Sunday, February 26, 2006

Dahr Jamail | Who Benefits?

"This is as 9/11 in the United States," said Adel Abdul
Mahdi, a Shiite and one of Iraq's two vice presidents.


"This" being the Mosque bombing. Pretty heavy stuff. Let's think about this.

Concerning that bombing, here's an article which supplies an answer to a question that more people should be asking: Who stands to gain by inflaming Shia against Sunni?

I can't imagine the Iraqis themselves want a civil war. Who does? The only war most of them are interested in is a war to free their country from occupation.

The Occupiers, however, may have a desire to see Iraqis fight each other. How did the British, from such a tiny island, manage to get a worldwide empire, over vastly larger populations? Divide and conquer is what I've always heard.

The PNAC Plan for world hegemony is predicated on planting US bases around the world, particularly around the Middle East and in countries surrounding China. The US is not in the habit of constructing billion dollar military bases and then giving them away. After wanting a staging area in Iraq and control over its resouces, the US is not about to go home, no matter what Bush and his cronies might say. Ain't gonna happen.

Here are two possibilities:

(1) the US installs a government that can run Iraq to our specifications, allowing the US military to do whatever it pleases, whenever it pleases. This is more or less the plan over the past two years. Only a government that immediately extended an invitation to the US to remain was allowed to take power. However, the Iraqis, for some reason, didn't feel like accepting the puppet government as legit. The most unifying thing in Iraq today is the desire of virtually all indigenous parties to have the occupiers leave, immediately.

This poll taken in August 2005 by the British Sunday Telegraph for the Military, shows that Iraqis just plain don't want us there:

• Forty-five per cent of Iraqis believe attacks against British and American troops are justified - rising to 65 per cent in the British-controlled Maysan province;

• 82 per cent are "strongly opposed" to the presence of coalition troops;

• less than one per cent of the population believes coalition forces are responsible for any improvement in security;

• 67 per cent of Iraqis feel less secure because of the occupation;

• 43 per cent of Iraqis believe conditions for peace and stability have worsened;

• 72 per cent do not have confidence in the multi-national forces.

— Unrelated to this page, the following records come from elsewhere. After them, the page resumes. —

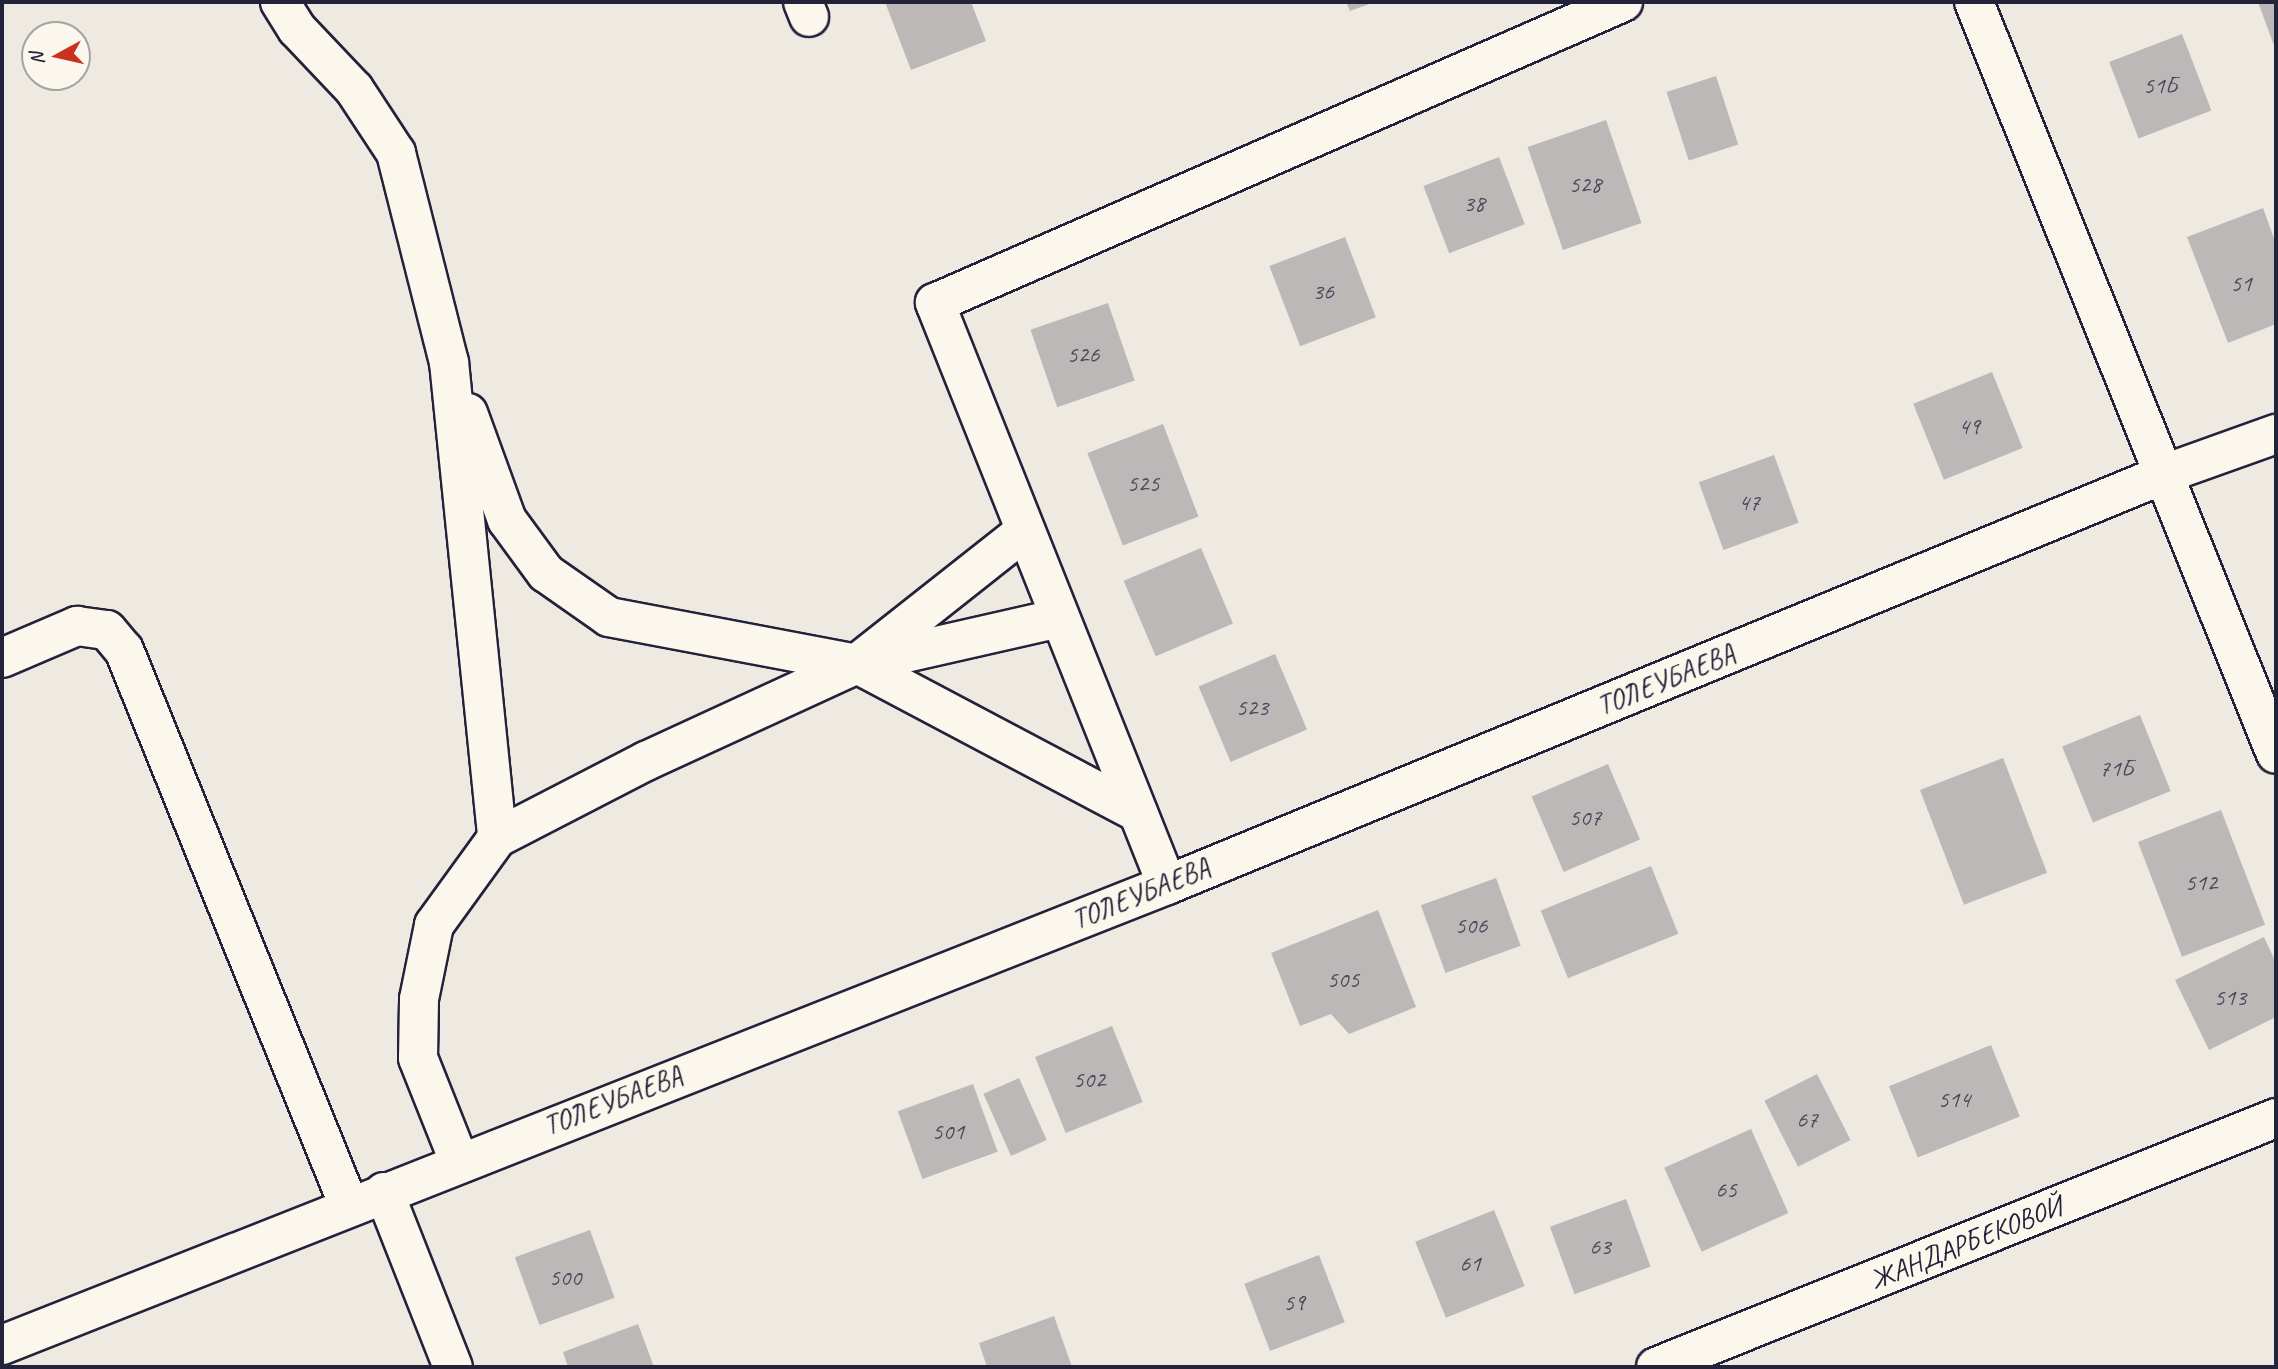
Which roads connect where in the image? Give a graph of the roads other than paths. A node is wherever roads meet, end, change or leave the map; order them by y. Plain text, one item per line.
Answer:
1 (280, 2) edge
2 (1623, 2) edge
3 (1974, 2) edge
4 (449, 362) junction
5 (2276, 434) edge
6 (2166, 473) junction
7 (1025, 531) junction
8 (1059, 618) junction
9 (2, 658) edge
10 (857, 664) junction
11 (2276, 754) edge
12 (1138, 813) junction
13 (497, 838) junction
14 (1167, 885) junction
15 (2276, 1118) edge
16 (459, 1161) junction
17 (384, 1192) junction
18 (349, 1206) junction
19 (2, 1345) edge
20 (453, 1367) edge
21 (1656, 1367) edge

1 - 4 street
2 - 7 street
3 - 6 street
4 - 10 street
4 - 13 street
5 - 6 street, ТОЛЕУБАЕВА
6 - 11 street
6 - 14 street, ТОЛЕУБАЕВА
7 - 8 street
7 - 10 street
8 - 10 street
8 - 12 street
9 - 18 street
10 - 12 street
10 - 13 street
12 - 14 street
13 - 16 street
14 - 16 street, ТОЛЕУБАЕВА
15 - 21 street, ЖАНДАРБЕКОВОЙ
16 - 17 street, ТОЛЕУБАЕВА
17 - 18 street, ТОЛЕУБАЕВА
17 - 20 street
18 - 19 street, ТОЛЕУБАЕВА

Poles said that's why the vast majority of Iraqis voted—they thought voting was a prerequisite to moving to the next step, which they hoped was Sending the Occupiers Home. The occupation actually has promoted unification between the Sunni and the Shia—against the occupation. So, the next most likely way to justify the continuation of the occupation is...

(2) an event (their Pearl Harbor? their 911?) which would divide and terrorize the country, and justify continuation of the occupation, simply to provide security for the population that the wretched US-trained Iraqi forces cannot.

Now that quote at the beginning of this post makes some sense...

"This is as 9/11 in the United States," said Adel Abdul
Mahdi, a Shiite and one of Iraq's two vice presidents.